YOUR ASSIGNMENT: Extract precisely the lines of the entries below, from the first line through the line containing "Road topology of".

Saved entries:
****

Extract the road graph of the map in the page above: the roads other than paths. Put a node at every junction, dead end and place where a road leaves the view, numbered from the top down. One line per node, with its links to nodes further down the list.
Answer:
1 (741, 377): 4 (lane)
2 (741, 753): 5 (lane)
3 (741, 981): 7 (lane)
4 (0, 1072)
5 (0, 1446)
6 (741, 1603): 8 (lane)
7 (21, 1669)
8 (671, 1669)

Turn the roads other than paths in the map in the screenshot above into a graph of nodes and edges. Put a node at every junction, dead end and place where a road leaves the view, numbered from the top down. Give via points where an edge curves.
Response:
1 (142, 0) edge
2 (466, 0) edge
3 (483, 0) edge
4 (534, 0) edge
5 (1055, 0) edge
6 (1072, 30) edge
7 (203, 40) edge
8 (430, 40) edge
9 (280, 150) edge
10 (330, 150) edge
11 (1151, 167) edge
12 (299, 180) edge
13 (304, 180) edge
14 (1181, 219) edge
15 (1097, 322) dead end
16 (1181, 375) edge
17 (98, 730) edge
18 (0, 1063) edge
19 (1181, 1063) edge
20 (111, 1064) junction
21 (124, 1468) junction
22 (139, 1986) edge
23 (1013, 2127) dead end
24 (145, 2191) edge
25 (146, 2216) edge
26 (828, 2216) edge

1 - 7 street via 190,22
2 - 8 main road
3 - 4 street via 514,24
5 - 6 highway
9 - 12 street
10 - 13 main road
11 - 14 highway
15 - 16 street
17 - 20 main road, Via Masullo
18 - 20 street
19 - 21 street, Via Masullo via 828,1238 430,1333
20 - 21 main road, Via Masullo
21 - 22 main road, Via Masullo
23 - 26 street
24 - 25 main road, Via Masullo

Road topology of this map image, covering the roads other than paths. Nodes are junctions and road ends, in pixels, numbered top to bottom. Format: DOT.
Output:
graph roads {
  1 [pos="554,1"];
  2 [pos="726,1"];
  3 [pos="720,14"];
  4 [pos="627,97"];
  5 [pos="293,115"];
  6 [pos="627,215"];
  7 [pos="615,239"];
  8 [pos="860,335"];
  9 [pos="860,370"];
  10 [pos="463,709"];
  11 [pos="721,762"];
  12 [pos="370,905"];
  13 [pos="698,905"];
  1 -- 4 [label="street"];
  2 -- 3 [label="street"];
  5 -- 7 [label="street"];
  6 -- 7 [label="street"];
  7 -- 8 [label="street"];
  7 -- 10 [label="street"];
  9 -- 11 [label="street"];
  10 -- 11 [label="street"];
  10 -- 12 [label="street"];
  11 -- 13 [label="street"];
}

****

RESULT OF THE EXERCISE:
Extract the road graph of the map in the page above: the roads other than paths. Put a node at every junction, dead end and place where a road leaves the view, numbered from the top down. One line per node, with its links to nodes further down the list.
Answer:
1 (741, 377): 4 (lane)
2 (741, 753): 5 (lane)
3 (741, 981): 7 (lane)
4 (0, 1072)
5 (0, 1446)
6 (741, 1603): 8 (lane)
7 (21, 1669)
8 (671, 1669)

Turn the roads other than paths in the map in the screenshot above into a graph of nodes and edges. Put a node at every junction, dead end and place where a road leaves the view, numbered from the top down. Give via points where an edge curves.
Response:
1 (142, 0) edge
2 (466, 0) edge
3 (483, 0) edge
4 (534, 0) edge
5 (1055, 0) edge
6 (1072, 30) edge
7 (203, 40) edge
8 (430, 40) edge
9 (280, 150) edge
10 (330, 150) edge
11 (1151, 167) edge
12 (299, 180) edge
13 (304, 180) edge
14 (1181, 219) edge
15 (1097, 322) dead end
16 (1181, 375) edge
17 (98, 730) edge
18 (0, 1063) edge
19 (1181, 1063) edge
20 (111, 1064) junction
21 (124, 1468) junction
22 (139, 1986) edge
23 (1013, 2127) dead end
24 (145, 2191) edge
25 (146, 2216) edge
26 (828, 2216) edge

1 - 7 street via 190,22
2 - 8 main road
3 - 4 street via 514,24
5 - 6 highway
9 - 12 street
10 - 13 main road
11 - 14 highway
15 - 16 street
17 - 20 main road, Via Masullo
18 - 20 street
19 - 21 street, Via Masullo via 828,1238 430,1333
20 - 21 main road, Via Masullo
21 - 22 main road, Via Masullo
23 - 26 street
24 - 25 main road, Via Masullo

Road topology of this map image, covering the roads other than paths. Nodes are junctions and road ends, in pixels, numbered top to bottom. Format: DOT.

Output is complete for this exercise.